Es lo que se conoce como «cruising». Al ser una rutina avanzada Dante no dio demasiadas normas estrictas al respecto, sino que dejó que cada uno lo adaptara a sus necesidades según convenga. Os pongo varios ejemplos para que elijáis el que os parece más adecuado para vuestras capacidades o para que probéis y veáis cual os encaja mejor.
7 semanas blasting – 2 semanas cruising
12 semanas blasting – 2 semanas cruising
5 semanas blasting – 7 días cruising
8 semanas blasting – 7-10 días cruising
Cuando se está en cruise Dante recomienda dejar las myo-reps y hacer series de reps clásicas alejándose del fallo. Aunque hay mucha gente que baja la intensidad hasta un 50% durante el cruise. Otros, directamente, no entrenan.
Nuevamente, esto va a preferencias.
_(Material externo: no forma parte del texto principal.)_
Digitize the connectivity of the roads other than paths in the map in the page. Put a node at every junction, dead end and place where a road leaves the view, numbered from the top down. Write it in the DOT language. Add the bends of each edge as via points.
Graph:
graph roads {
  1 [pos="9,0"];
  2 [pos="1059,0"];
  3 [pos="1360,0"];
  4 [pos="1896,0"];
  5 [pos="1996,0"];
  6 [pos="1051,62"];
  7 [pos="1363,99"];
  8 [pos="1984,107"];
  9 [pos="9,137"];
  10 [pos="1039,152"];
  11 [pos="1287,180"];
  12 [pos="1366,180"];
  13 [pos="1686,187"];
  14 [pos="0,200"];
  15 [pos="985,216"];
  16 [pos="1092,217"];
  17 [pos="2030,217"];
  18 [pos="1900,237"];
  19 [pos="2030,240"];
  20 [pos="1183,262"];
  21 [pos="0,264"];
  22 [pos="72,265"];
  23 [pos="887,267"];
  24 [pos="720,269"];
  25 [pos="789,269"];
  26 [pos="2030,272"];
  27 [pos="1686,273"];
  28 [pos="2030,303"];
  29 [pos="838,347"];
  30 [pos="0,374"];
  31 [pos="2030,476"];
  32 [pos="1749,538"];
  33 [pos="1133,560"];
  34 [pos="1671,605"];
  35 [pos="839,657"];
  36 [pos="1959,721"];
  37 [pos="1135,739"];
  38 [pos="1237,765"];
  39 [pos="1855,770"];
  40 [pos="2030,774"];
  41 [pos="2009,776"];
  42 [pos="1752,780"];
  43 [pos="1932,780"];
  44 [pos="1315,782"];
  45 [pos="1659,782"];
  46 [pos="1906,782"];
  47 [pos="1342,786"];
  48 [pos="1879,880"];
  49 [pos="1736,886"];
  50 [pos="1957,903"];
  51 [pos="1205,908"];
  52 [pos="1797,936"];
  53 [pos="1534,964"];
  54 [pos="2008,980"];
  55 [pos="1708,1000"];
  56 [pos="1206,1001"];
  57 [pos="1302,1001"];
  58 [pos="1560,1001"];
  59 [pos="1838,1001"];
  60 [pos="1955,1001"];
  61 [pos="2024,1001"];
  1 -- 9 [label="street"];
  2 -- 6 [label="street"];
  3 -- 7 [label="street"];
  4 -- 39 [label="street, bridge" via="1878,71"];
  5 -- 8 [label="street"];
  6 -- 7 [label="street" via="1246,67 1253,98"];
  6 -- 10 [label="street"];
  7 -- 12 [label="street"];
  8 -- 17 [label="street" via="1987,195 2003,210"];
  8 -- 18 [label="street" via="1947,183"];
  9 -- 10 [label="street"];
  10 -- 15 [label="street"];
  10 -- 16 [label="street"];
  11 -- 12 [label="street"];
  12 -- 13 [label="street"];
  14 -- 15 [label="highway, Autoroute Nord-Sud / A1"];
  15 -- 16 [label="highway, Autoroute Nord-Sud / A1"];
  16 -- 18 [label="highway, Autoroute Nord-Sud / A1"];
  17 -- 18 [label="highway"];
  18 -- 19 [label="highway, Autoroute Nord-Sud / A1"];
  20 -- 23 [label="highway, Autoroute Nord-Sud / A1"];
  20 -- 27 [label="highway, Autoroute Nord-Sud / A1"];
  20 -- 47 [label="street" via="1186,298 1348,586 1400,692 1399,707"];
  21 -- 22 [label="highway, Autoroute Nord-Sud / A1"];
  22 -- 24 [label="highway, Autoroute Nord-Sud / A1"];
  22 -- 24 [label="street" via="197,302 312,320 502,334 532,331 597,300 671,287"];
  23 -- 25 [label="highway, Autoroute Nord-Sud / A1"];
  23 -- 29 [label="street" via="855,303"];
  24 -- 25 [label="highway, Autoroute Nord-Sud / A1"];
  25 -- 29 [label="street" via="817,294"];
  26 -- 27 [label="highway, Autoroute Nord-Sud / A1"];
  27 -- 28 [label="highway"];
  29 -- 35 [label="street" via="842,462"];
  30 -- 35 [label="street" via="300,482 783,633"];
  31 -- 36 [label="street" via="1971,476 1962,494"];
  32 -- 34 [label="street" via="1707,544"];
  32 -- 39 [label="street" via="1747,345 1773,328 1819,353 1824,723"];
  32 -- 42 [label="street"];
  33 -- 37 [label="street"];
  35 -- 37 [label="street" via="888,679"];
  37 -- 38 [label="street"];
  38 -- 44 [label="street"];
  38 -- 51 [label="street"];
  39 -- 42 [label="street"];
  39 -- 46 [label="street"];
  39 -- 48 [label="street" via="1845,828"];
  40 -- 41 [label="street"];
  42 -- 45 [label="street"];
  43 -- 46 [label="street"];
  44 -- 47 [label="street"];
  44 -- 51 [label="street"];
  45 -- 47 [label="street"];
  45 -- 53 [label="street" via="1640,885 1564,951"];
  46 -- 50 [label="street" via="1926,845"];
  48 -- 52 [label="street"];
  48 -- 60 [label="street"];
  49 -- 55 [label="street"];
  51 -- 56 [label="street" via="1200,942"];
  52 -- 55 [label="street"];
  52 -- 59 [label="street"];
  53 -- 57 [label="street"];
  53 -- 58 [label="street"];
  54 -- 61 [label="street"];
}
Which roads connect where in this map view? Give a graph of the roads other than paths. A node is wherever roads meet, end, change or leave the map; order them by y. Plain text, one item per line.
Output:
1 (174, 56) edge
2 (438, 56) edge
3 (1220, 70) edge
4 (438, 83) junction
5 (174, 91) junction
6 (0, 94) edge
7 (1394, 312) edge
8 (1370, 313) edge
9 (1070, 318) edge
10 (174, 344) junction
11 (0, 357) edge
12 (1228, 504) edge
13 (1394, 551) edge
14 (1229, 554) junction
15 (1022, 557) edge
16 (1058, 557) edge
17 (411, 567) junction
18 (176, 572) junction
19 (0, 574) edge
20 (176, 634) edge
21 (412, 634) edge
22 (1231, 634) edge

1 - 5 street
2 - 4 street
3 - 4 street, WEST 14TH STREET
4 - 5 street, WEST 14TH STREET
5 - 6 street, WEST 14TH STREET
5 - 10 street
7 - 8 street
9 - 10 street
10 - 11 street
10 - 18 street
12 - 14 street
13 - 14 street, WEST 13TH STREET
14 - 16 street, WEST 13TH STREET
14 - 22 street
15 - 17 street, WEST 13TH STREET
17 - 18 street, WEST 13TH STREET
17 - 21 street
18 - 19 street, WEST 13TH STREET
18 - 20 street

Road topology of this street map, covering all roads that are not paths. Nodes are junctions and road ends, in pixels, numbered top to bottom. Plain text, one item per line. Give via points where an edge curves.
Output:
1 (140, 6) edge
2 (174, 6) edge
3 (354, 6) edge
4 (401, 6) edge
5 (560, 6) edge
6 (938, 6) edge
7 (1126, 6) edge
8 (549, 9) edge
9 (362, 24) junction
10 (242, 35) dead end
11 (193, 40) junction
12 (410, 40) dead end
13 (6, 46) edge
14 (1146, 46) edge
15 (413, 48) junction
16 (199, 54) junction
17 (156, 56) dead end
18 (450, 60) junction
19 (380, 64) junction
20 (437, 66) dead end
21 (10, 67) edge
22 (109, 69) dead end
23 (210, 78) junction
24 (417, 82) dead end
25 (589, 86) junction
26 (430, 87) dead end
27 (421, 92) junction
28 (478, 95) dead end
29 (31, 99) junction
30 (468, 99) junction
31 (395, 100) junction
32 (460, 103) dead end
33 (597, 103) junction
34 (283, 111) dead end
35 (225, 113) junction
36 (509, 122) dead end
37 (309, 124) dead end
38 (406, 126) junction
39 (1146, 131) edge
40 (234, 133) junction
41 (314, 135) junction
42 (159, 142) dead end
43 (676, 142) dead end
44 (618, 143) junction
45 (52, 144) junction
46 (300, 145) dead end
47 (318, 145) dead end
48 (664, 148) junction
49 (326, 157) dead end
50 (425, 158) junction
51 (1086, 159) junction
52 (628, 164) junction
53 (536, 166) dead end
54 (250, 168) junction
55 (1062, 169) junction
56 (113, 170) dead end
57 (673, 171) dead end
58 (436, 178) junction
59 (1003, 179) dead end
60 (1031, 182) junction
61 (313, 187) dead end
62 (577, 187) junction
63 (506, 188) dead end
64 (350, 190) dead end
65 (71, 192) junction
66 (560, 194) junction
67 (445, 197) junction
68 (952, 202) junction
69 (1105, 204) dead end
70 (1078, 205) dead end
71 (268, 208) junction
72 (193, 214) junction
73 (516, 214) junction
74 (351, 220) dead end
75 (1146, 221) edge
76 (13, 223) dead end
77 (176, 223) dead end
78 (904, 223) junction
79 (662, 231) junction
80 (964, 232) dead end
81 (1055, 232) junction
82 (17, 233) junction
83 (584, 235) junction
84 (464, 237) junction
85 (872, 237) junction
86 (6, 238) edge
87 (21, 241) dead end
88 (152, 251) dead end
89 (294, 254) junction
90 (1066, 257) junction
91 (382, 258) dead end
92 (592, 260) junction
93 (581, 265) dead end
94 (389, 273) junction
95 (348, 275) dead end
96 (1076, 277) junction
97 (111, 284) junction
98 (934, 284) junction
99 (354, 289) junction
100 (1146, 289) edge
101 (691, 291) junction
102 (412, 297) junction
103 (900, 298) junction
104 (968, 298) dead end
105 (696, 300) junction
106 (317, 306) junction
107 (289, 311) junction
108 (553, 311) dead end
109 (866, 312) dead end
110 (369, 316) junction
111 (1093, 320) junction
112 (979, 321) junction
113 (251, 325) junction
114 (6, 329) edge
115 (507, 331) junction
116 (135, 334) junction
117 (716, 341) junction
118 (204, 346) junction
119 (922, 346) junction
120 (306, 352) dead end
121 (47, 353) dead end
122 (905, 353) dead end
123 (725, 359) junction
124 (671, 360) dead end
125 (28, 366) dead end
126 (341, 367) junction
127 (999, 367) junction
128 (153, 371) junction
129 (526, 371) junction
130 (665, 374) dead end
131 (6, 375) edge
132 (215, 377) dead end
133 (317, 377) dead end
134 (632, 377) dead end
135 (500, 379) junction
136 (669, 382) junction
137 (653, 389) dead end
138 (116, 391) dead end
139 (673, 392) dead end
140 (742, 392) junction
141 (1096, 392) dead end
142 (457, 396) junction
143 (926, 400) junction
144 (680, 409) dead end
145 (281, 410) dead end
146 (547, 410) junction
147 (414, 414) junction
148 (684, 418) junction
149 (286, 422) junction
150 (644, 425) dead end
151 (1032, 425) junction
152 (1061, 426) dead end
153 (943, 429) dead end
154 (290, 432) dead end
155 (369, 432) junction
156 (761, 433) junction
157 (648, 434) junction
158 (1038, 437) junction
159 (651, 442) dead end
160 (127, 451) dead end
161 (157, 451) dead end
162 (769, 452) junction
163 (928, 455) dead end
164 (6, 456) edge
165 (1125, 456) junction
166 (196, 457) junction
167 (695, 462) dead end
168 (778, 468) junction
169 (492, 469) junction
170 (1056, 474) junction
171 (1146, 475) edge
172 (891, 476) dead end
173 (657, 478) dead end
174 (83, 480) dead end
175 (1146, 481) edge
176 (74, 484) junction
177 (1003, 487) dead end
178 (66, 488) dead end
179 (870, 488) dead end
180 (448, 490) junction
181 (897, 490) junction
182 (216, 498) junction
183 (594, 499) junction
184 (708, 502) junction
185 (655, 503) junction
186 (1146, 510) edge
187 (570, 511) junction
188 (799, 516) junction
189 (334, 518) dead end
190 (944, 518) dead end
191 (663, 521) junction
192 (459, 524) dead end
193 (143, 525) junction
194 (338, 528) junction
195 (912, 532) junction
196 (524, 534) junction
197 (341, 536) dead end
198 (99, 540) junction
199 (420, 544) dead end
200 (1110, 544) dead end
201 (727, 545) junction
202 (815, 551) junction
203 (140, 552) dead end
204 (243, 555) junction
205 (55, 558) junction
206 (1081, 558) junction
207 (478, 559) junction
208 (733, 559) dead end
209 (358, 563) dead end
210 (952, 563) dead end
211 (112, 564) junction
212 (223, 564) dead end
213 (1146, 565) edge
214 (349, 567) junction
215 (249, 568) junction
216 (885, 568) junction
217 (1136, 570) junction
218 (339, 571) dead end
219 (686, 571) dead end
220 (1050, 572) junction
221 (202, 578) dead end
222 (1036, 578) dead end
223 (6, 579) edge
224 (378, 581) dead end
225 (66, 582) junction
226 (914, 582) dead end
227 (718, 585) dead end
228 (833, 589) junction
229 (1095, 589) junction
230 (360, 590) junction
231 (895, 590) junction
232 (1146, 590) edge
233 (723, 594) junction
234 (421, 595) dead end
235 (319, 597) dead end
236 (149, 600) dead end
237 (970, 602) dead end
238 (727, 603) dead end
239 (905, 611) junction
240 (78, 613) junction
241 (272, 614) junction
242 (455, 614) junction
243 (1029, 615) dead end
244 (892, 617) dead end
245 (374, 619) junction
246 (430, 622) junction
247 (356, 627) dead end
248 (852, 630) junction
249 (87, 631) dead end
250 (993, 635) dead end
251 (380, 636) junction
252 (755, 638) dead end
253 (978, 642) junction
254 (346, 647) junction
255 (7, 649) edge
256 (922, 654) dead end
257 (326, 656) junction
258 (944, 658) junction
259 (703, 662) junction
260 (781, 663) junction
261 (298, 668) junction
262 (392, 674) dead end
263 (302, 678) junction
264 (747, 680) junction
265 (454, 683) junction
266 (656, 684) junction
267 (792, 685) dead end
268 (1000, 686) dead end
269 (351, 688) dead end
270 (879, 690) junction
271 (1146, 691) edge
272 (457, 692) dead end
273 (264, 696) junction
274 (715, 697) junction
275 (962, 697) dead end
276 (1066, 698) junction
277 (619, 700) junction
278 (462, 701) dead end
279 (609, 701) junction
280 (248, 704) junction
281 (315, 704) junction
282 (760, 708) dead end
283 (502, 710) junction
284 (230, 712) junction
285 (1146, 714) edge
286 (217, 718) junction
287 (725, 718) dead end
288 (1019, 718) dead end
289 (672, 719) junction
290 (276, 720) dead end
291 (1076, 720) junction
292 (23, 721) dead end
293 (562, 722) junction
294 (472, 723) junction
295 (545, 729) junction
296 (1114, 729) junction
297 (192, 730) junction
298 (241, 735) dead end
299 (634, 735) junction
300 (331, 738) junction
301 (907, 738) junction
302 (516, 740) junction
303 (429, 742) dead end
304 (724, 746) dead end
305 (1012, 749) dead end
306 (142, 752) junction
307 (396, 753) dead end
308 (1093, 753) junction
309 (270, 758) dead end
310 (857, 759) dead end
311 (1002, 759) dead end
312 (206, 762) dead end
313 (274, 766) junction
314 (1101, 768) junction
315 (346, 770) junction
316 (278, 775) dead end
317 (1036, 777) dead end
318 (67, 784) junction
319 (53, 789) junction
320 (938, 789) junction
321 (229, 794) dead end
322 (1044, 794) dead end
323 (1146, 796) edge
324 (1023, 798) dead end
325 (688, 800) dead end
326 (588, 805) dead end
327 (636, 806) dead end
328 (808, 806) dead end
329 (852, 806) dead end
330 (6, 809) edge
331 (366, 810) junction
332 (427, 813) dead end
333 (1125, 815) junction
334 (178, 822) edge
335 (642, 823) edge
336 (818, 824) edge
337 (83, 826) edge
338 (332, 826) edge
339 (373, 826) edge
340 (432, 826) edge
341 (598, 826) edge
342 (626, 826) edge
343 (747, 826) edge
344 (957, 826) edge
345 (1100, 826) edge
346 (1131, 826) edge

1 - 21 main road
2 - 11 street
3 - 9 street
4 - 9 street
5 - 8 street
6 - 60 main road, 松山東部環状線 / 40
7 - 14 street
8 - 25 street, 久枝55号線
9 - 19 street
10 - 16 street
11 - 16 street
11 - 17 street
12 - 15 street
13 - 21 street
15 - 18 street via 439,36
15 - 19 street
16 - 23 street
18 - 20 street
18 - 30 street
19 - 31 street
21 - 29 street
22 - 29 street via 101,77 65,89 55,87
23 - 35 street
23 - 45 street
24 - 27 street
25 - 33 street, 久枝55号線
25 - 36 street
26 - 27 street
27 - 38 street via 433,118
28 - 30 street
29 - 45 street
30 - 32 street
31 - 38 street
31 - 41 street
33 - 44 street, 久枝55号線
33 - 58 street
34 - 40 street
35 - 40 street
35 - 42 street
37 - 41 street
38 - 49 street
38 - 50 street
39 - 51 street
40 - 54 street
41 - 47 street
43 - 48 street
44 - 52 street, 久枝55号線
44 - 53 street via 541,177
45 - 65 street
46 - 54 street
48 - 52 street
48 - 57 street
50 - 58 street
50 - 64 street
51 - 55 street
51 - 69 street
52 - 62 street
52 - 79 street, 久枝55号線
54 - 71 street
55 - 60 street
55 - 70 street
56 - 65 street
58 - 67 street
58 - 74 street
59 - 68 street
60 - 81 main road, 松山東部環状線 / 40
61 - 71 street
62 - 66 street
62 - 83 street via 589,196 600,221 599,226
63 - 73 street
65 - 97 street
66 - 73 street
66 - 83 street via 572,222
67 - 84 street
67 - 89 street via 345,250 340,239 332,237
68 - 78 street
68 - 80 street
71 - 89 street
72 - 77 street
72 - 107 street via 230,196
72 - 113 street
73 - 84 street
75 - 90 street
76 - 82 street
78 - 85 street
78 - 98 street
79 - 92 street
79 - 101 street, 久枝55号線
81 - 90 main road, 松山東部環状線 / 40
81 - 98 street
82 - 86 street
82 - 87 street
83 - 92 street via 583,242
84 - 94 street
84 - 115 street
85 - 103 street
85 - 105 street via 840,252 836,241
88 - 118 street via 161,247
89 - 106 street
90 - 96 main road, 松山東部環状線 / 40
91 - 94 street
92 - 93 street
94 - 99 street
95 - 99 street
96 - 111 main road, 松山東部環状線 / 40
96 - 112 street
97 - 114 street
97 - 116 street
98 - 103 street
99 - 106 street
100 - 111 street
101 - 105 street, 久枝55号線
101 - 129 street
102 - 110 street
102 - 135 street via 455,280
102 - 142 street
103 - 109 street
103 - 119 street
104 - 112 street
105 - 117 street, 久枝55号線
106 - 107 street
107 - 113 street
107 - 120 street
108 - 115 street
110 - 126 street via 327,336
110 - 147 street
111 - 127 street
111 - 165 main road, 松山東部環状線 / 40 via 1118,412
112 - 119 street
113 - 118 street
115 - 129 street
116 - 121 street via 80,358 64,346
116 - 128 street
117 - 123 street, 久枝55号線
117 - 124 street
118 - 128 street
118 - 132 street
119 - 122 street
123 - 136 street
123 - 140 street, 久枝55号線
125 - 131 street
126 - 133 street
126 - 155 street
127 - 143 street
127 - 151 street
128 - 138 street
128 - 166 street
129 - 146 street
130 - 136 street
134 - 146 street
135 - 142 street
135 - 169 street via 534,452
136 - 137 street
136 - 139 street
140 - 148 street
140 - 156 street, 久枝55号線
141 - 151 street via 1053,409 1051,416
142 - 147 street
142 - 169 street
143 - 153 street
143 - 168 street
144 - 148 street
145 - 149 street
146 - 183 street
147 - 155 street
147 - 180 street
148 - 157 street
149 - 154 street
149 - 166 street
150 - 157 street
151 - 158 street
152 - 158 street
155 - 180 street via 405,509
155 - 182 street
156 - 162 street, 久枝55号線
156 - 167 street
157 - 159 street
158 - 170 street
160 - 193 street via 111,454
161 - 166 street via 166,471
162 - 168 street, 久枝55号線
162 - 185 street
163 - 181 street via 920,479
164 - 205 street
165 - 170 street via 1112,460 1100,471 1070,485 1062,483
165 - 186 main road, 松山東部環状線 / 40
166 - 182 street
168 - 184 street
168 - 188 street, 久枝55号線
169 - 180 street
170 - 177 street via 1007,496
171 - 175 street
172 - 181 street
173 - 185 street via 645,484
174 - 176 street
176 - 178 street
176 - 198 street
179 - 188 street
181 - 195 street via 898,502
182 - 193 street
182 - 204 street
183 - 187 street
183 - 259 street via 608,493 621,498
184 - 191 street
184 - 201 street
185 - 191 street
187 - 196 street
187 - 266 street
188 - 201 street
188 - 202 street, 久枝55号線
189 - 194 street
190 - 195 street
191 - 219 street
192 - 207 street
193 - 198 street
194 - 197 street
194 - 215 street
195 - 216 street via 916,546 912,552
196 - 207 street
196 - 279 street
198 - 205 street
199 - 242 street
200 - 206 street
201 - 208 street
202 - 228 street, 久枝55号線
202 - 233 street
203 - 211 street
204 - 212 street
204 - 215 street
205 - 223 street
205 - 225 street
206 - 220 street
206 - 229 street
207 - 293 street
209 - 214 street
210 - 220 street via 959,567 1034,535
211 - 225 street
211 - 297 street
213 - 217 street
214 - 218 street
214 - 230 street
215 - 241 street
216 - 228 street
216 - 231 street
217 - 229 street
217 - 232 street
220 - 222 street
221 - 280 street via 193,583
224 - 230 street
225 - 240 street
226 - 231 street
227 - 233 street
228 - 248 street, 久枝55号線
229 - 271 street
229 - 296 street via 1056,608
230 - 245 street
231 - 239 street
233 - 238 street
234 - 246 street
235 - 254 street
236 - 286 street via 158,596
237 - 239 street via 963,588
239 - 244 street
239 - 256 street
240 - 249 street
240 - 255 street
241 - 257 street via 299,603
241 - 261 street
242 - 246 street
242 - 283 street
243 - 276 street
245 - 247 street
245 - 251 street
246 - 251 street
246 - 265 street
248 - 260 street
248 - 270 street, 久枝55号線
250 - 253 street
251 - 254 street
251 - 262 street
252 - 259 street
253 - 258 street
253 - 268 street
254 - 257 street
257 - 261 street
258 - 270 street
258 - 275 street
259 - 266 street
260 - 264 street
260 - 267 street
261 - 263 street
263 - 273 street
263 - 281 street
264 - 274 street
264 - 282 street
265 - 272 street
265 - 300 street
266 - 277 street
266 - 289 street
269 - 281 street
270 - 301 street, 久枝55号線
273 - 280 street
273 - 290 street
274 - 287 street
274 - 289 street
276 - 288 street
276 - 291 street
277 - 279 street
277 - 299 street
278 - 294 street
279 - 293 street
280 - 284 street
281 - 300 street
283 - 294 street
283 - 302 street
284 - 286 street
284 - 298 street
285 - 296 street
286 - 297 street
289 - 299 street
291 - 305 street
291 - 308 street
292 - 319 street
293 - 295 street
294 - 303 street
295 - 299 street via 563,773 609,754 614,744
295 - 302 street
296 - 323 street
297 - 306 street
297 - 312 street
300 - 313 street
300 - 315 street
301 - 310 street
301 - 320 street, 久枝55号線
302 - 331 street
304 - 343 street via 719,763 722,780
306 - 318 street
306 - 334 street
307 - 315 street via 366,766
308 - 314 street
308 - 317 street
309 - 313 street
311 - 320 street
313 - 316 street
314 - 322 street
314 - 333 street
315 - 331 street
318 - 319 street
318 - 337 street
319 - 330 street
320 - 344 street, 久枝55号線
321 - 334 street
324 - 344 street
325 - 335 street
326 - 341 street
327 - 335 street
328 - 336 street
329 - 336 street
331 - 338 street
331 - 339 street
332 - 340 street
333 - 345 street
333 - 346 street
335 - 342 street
Personalmente creo que lo mejor es empezar por rebajar la intensidad y a medida que vayas haciendo blasts vayas viendo hasta que punto puedes estirar el entrenamiento y seguir recuperando.
Ventajas de Doggcrapp
- Cada músculo se ejercita exactamente 3 veces en 14 días
- Diferentes ejercicios para cada grupo de músculos por entrenamiento ( 3 ejercicios para cada músculo )
- Estímulos de crecimiento 3x en 2 semanas (una división en 3 convencional tiene solo 2 fases de crecimiento en 2 semanas.
El Doggcrapp tiene 78 fases de crecimiento por año, mientras que la división en 3 equivale a 52 fases de crecimiento por año.
Dado que no es posible realizar muchas series con la máxima intensidad cuando se utiliza un esquema de carga convencional, el volumen es, en consecuencia, bajo.
Eventualmente, esto permite una frecuencia más alta. El sistema nervioso central está menos estresado pero nuestros músculos, aún más, que es el propósito final.